Source: MotoCzysz (Twitter)


  1. Mike says:


  2. Keith says:

    SWEET! now…let’s hope everyone plays nice come race day.

  3. I think this will be the year that the ton lap goes down for e-bikes. And don’t get me wrong, I think what Czysz is doing is interesting. But what is it with these e-bike racers, who bring bikes that have never, ever turned a wheel to the most important race of the year? What do these guys have against shakedown testing?

    Do you think the top ICE teams at the TT are running bikes there for the first time?
    If his b1ke doesn’t run, Czysz has no one to blame but himself.

  4. Jonathan says:

    Sorry for the trollin’ but if I ever have to read about another electric I will have to eat my own eyelids. Electric transport, the saviour of the planet? How? Is not most electricity generated by burning fossil fuels or by nuclear power? And (yes, I started a sentence with that word, but I’m vexed beyond proper grammar) if a battery pack costs many thousands of dollars you can be sure that it’s caused a bunch of pollution somewhere. And (sorry again) since when has any form of racing been environmentally friendly, or even relevant to the wider world (i.e. non petrol-heads)?

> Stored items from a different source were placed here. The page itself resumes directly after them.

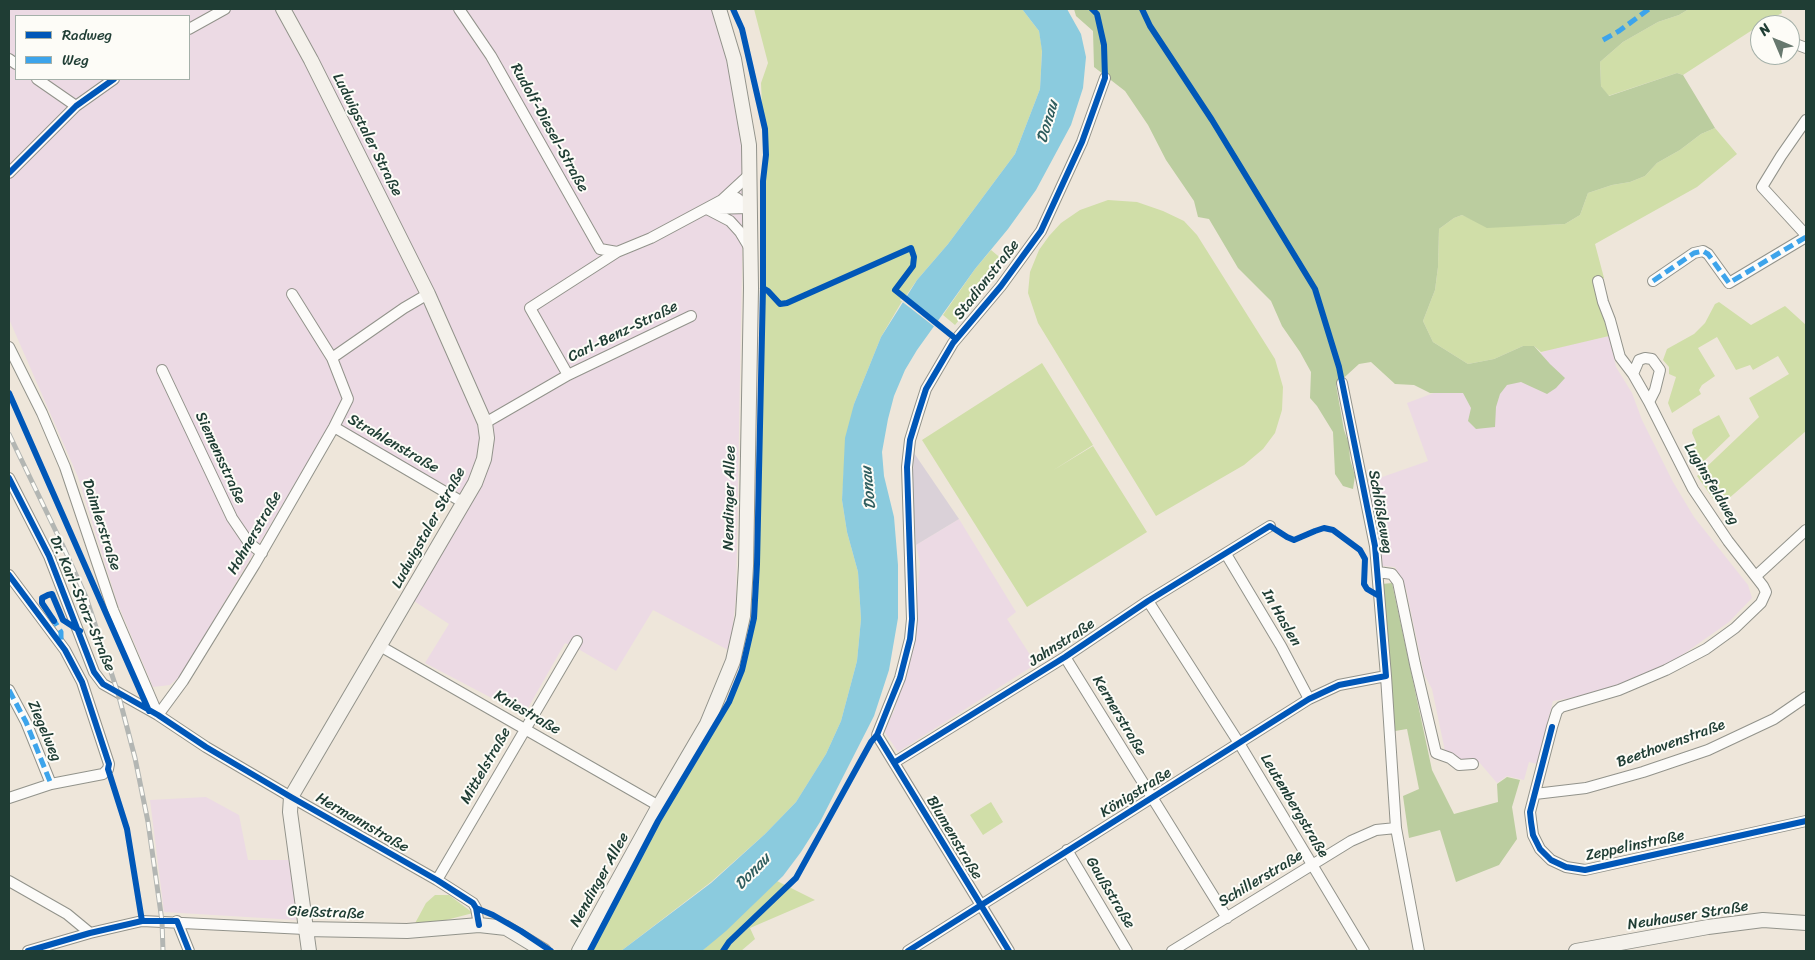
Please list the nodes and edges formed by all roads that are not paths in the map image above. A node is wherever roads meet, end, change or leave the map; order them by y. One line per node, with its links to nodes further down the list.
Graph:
1 (225, 9): 5 (street)
2 (283, 9): 22 (street, Ludwigstaler Straße)
3 (460, 9): 18 (street, Rudolf-Diesel-Straße)
4 (720, 9): 12 (street, Nendinger Allee)
5 (190, 28)
6 (1105, 78): 53 (street, Stadionstraße)
7 (38, 80): 9 (street)
8 (113, 80): 9 (street)
9 (76, 106): 11 (street)
10 (1806, 120): 16 (street)
11 (9, 173)
12 (749, 175): 13 (street, Carl-Benz-Straße); 14 (street, Nendinger Allee)
13 (722, 200): 14 (street); 15 (street, Carl-Benz-Straße)
14 (749, 208): 15 (street, Carl-Benz-Straße); 17 (street, Nendinger Allee)
15 (707, 209): 17 (street); 18 (street, Carl-Benz-Straße)
16 (1806, 236): 20 (street)
17 (749, 247): 60 (street, Nendinger Allee)
18 (617, 252): 28 (street, Carl-Benz-Straße)
19 (1598, 281): 27 (street, Luginsfeldweg)
20 (1653, 281)
21 (292, 294): 25 (street, Hohnerstraße)
22 (428, 294): 25 (street); 31 (street, Ludwigstaler Straße)
23 (691, 316): 28 (street, Carl-Benz-Straße)
24 (9, 346): 50 (street, Daimlerstraße)
25 (332, 358): 32 (street, Hohnerstraße)
26 (162, 370): 37 (street, Siemensstraße)
27 (1633, 374): 30 (street, Luginsfeldweg); 30 (street)
28 (568, 376): 31 (street, Carl-Benz-Straße)
29 (1342, 383): 39 (street, Schlößleweg)
30 (1649, 402): 41 (street, Luginsfeldweg)
31 (485, 423): 34 (street, Ludwigstaler Straße)
32 (334, 427): 34 (street, Strahlenstraße); 37 (street, Hohnerstraße)
33 (9, 478): 50 (street, Dr. Karl-Storz-Straße)
34 (464, 503): 44 (street, Ludwigstaler Straße)
35 (1270, 526): 38 (street, Jahnstraße)
36 (1806, 530): 41 (street)
37 (262, 552): 50 (street, Hohnerstraße)
38 (1226, 554): 42 (street, Jahnstraße); 49 (street, In Haslen)
39 (1378, 572): 46 (street, Schlößleweg); 54 (street, Schlößleweg)
40 (9, 575): 55 (street)
41 (1756, 576): 56 (street, Zeppelinstraße)
42 (1148, 601): 45 (street, Jahnstraße); 52 (street, Leutenbergstraße)
43 (577, 641): 51 (street, Mittelstraße)
44 (380, 646): 51 (street, Kniestraße); 57 (street, Ludwigstaler Straße)
45 (1066, 657): 53 (street, Jahnstraße); 59 (street, Kernerstraße)
46 (1386, 676): 49 (street, Königstraße); 62 (street, Schlößleweg)
47 (10, 695): 55 (street, Ziegelweg)
48 (1806, 697): 56 (street, Beethovenstraße)
49 (1309, 699): 52 (street, Königstraße)
50 (158, 715): 57 (street, Hermannstraße)
51 (525, 730): 60 (street, Kniestraße); 65 (street, Mittelstraße)
52 (1239, 743): 59 (street, Königstraße); 64 (street, Leutenbergstraße)
53 (895, 762): 67 (street, Blumenstraße)
54 (1473, 764)
55 (51, 784): 58 (street)
56 (1535, 794): 61 (street, Zeppelinstraße)
57 (291, 797): 65 (street, Hermannstraße); 72 (street)
58 (9, 798)
59 (1151, 798): 63 (street, Königstraße); 68 (street, Kernerstraße)
60 (658, 806): 78 (street, Nendinger Allee)
61 (1806, 820)
62 (1396, 828): 64 (street, Schillerstraße); 84 (street, Schlößleweg)
63 (1067, 850): 67 (street, Königstraße); 81 (street, Gaußstraße)
64 (1313, 866): 68 (street, Schillerstraße); 83 (street, Leutenbergstraße)
65 (437, 880): 71 (street, Hermannstraße)
66 (9, 881): 73 (street)
67 (980, 906): 79 (street, Königstraße); 80 (street, Blumenstraße)
68 (1227, 918): 82 (street, Schillerstraße)
69 (174, 922): 72 (street, Gießstraße); 73 (street, Gießstraße); 75 (street)
70 (1806, 923): 85 (street, Neuhauser Straße)
71 (479, 925): 72 (street, Gießstraße); 77 (street)
72 (306, 929): 76 (street)
73 (90, 933): 74 (street, Gießstraße)
74 (28, 951)
75 (189, 951)
76 (309, 951)
77 (544, 951)
78 (579, 951)
79 (908, 951)
80 (1009, 951)
81 (1127, 951)
82 (1172, 951)
83 (1364, 951)
84 (1419, 951)
85 (1576, 951)

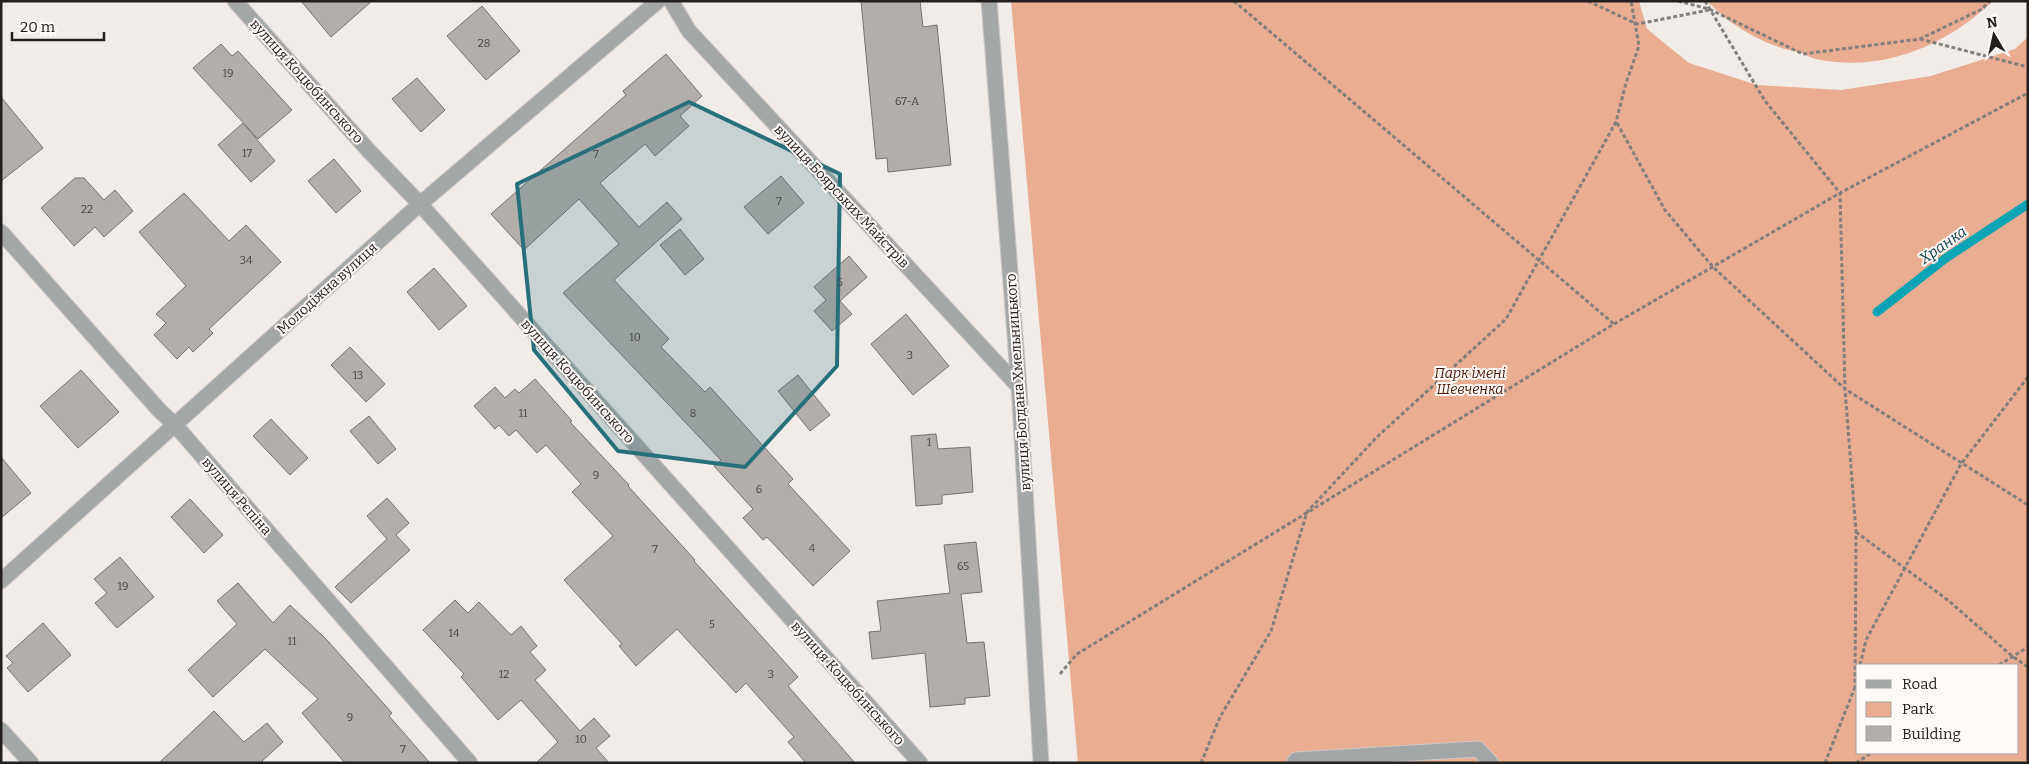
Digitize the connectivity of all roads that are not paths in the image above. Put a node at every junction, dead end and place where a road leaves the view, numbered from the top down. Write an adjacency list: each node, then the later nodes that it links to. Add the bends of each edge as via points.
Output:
1 (235, 1): 5 (street, вулиця Коцюбинського)
2 (658, 1): 5 (street, Молодіжна вулиця)
3 (671, 1): 7 (street, вулиця Боярських Майстрів, via 689,31)
4 (989, 1): 7 (street, вулиця Богдана Хмельницького)
5 (420, 204): 8 (street, Молодіжна вулиця); 13 (street, вулиця Коцюбинського)
6 (1, 232): 8 (street, вулиця Рєпіна)
7 (1019, 387): 14 (street, вулиця Богдана Хмельницького)
8 (175, 425): 9 (street, Молодіжна вулиця); 12 (street, вулиця Рєпіна)
9 (1, 581)
10 (1, 730): 11 (street)
11 (31, 763)
12 (470, 763)
13 (920, 763)
14 (1041, 763)
15 (1294, 763): 16 (street, via 1296,760 1478,749)
16 (1491, 763)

    Can we get back on the hydrocarbon trail now, please?

  5. Mark says:

    @Jonathan, I could care less about an electric bike’s carbon footprint or how the electricity is originally generated and by what.

    The reason I’m interested in electric drive, and why so many others are is because it’s better, period!

    The only barrier preventing them from outperforming a gas bike right now is limited battery energy density. Once that problem is solved, look out!

  6. Westward says:

    @ Johnathan

    All technology has to go thru its own evolution. The first ICE was nothing compared to todays iteration. Electrics are coming into their own and I for one cannot wait. I’m a motorcyclist, be it Electrics, ICE, or powered by genetic hamsters tweaked out on go juice, if its a motorcycle that’s electrifyingly awesome, then cool, I want to ride it…

  7. ML says:

    Purdy… glad to see the entire bike. Gotta admit it looks great now that you see everything. I hope the win the TT!

  8. sic says:

    sexy, unlike most e-bikes. hope they perform as good as they look.

  9. Jim says:

    Sounds like the motocysz bike has major problems. As another poster said, why are they doing everything last minute?


    Electrics emit less CO2 per mile than a gas bike. What’s harder to control pollution on: a power plant or thousands of gas engines?

    Electrics emit less noise pollution. Of course, people at races like the noise. But in everyday life, people don’t like hearing loud motorcycles.

    Electrics can be powered from other sources of energy: solar PV, solar thermal, wind, hydro… the list goes on and on. Gas bikes have one resource that’s finite and controlled by brutal dictators.

  10. FastBikeGear says:

    @Jonathan yes electric bikes are only part of the solution. You also need green renewable electricity generation and a grid that can support it. many countries have already made a good start on this. America is headed for economic difficulties because they have been slow off the mark in green electricity generation. You are going to pay a premium in more way than one to keep burning fossil fuels. New Zealand for example already generates 70% of their electricity from renewable power. Yes they have other green issues to solve and they will need to increase renewable energy generation even further, but it’s a good start.